For more than twenty-five years, John J. McNeill, an ordained priest and psychotherapist, has been devoting his life to spreading the good news of God's love for lesbian and gay Christians. One year after the publication of The Church and the Homosexual (1976), McNeill received an order from the Congregation for the Doctrine of the Faith in the Vatican ordering him to silence in the public media. He observed the silence for nine years while continuing a private ministry to gays and lesbians which included psychotherapy, workshops, lectures and retreats. In 1988, he received a further order from Cardinal Ratzinger directing him to give up all ministry to gay persons which he refused to do in conscience. As a result, he was expelled by the Vatican from the Society of Jesus (Jesuits) for challenging the teachings of the Roman Catholic Church on the issue of homosexuality, and for refusing to give up his ministry and psychotherapy practice to gay men and lesbians. McNeill had been a Jesuit for nearly 40 years.

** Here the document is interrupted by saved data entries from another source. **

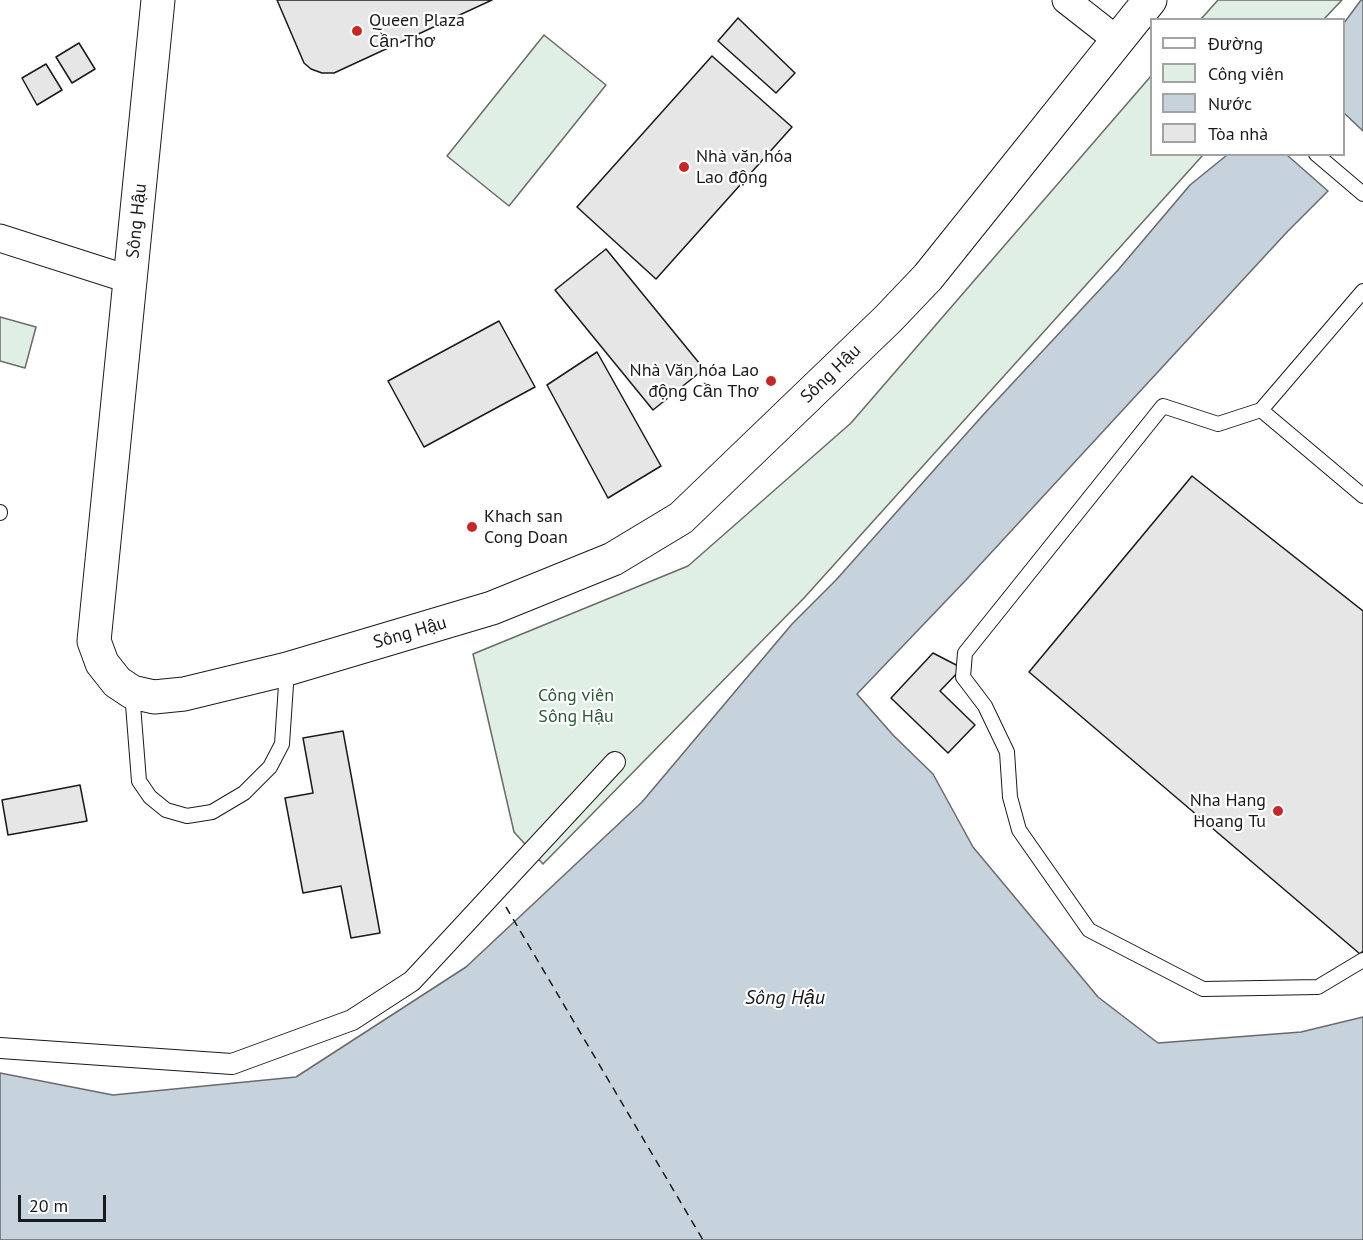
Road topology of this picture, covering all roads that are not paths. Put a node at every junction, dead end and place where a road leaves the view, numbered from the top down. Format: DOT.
graph roads {
  1 [pos="158,0"];
  2 [pos="1066,0"];
  3 [pos="1149,7"];
  4 [pos="1117,40"];
  5 [pos="1318,156"];
  6 [pos="1363,194"];
  7 [pos="0,238"];
  8 [pos="131,280"];
  9 [pos="1363,291"];
  10 [pos="1261,410"];
  11 [pos="1363,496"];
  12 [pos="287,669"];
  13 [pos="132,692"];
  14 [pos="615,762"];
  15 [pos="1363,960"];
  16 [pos="0,1048"];
  1 -- 8 [label="street, Sông Hậu"];
  2 -- 4 [label="street"];
  3 -- 4 [label="street, Sông Hậu"];
  4 -- 12 [label="street, Sông Hậu"];
  5 -- 6 [label="lane"];
  7 -- 8 [label="street"];
  8 -- 13 [label="street, Sông Hậu"];
  9 -- 10 [label="lane"];
  10 -- 11 [label="lane"];
  10 -- 15 [label="lane"];
  12 -- 13 [label="street, Sông Hậu"];
  12 -- 13 [label="lane"];
  14 -- 16 [label="street"];
}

John McNeill was born September 2, 1925, in Buffalo, New York. After enlisting in the U.S. Army during World War II at the age of seventeen, McNeill served in combat in the Third Army under General Patton and was captured in Germany in 1944. McNeill spent six months as a POW (Prisoner of War) until he was liberated in May of 1945. John enrolled in Canisius College in Buffalo after his discharge from the army and, upon graduating, entered the Society of Jesus in 1948. He was ordained a Jesuit priest in 1959.

In 1964, McNeill earned a Doctorate in Philosophy, with highest honors (Plus Grande Distinction), at Louvain University in Belgium. His doctoral thesis on the philosophical and religious thought of Maurice Blondel was published in 1966 as the first volumne of the series Studies in the History of Christian Thought edited by Heiko Oberman and published  by Brill Press in Leyden, Holland.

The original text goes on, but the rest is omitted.